Repeat exactly the lines of the entries below from the one with "pinky pip: (605, 1079)" through the one with "middle pip: (1123, 1048)", both ends included, and nothing else.

## STUDY MATERIAL
========================================

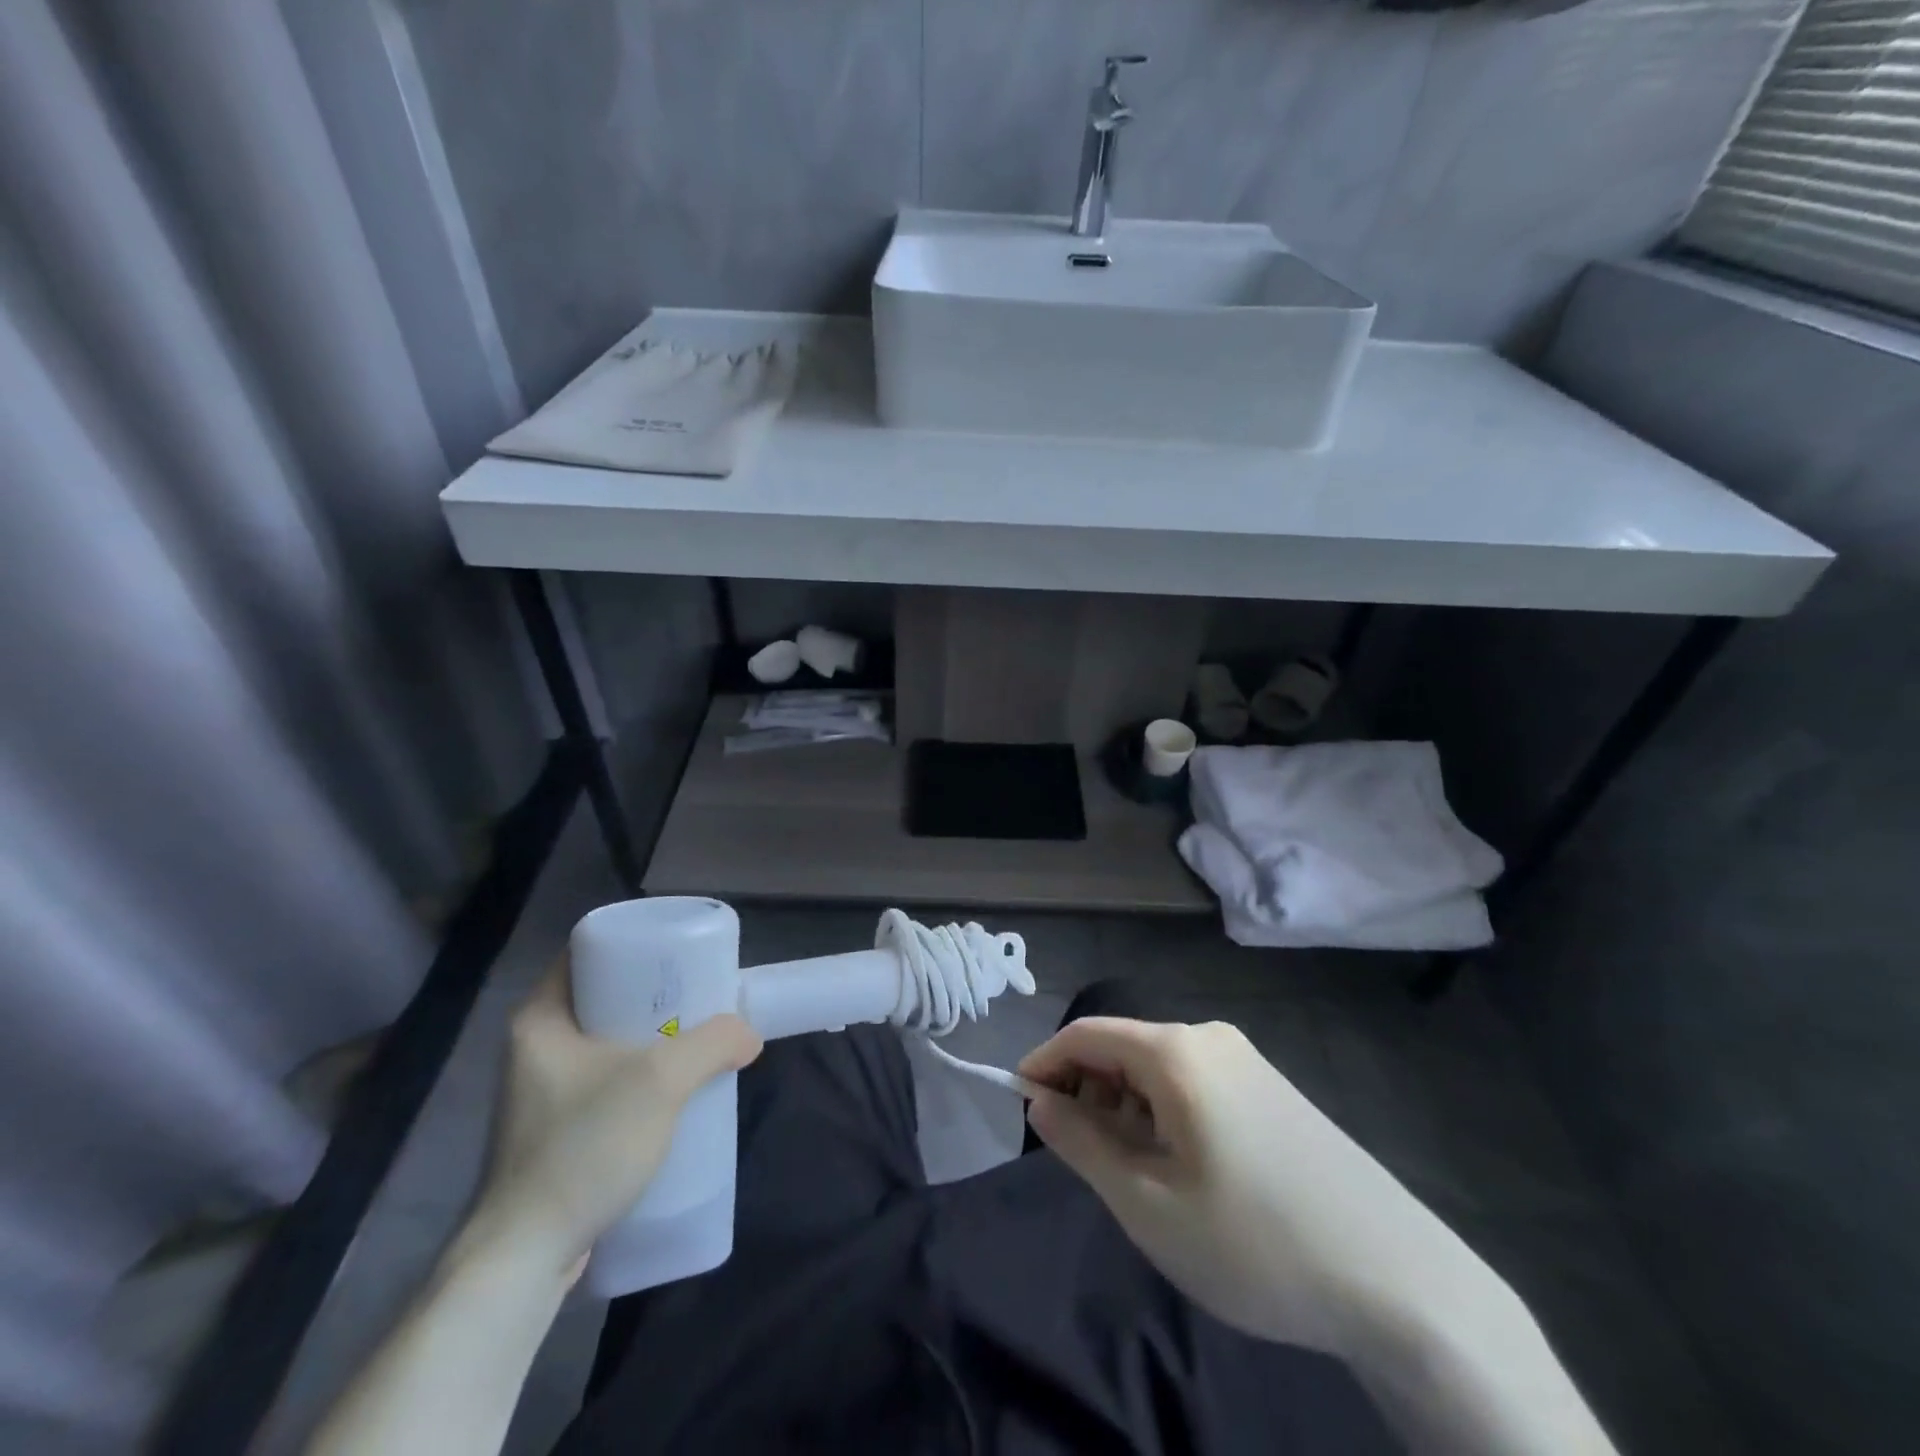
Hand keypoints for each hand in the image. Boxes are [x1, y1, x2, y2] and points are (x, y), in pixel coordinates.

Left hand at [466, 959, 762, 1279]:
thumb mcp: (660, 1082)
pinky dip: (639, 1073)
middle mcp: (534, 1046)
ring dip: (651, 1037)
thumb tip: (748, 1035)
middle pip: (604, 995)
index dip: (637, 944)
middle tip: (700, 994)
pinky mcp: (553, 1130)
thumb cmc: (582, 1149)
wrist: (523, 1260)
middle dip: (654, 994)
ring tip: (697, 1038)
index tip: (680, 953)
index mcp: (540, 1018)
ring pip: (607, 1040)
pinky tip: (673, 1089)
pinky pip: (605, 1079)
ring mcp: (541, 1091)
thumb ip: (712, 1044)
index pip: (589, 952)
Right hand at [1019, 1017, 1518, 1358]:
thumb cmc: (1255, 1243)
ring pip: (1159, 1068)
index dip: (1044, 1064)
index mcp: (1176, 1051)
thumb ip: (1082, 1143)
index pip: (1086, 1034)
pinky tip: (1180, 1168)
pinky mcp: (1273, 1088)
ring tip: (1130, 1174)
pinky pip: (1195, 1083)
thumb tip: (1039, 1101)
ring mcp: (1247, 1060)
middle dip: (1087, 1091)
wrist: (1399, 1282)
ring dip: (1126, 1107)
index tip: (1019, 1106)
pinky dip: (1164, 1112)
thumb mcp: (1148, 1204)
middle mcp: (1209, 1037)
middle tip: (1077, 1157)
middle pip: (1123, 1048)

========================================

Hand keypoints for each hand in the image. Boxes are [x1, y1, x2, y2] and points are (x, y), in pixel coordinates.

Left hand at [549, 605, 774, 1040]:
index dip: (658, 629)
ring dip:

========================================

## SOLUTION FOR THIS PROBLEM
pinky pip: (605, 1079)
ring mcp: (541, 1091)
thumb ip: (712, 1044)
index pip: (589, 952)
Right hand at [1019, 1017, 1518, 1358]:
thumb cmc: (1255, 1243)
ring pip: (1159, 1068)
index dip: (1044, 1064)
index mcp: (1176, 1051)
thumb ip: (1082, 1143)
index pip: (1086, 1034)
pinky tip: (1180, 1168)
pinky mcp: (1273, 1088)
ring tip: (1130, 1174)
pinky pip: (1195, 1083)
thumb tip: (1039, 1101)
ring mcp: (1247, 1060)
middle dip: (1087, 1091)
wrist: (1399, 1282)
ring dip: (1126, 1107)
index tip: (1019, 1106)
pinky dip: (1164, 1112)
thumb mcp: (1148, 1204)
middle mcp: (1209, 1037)
middle tip: (1077, 1157)
middle pip: (1123, 1048)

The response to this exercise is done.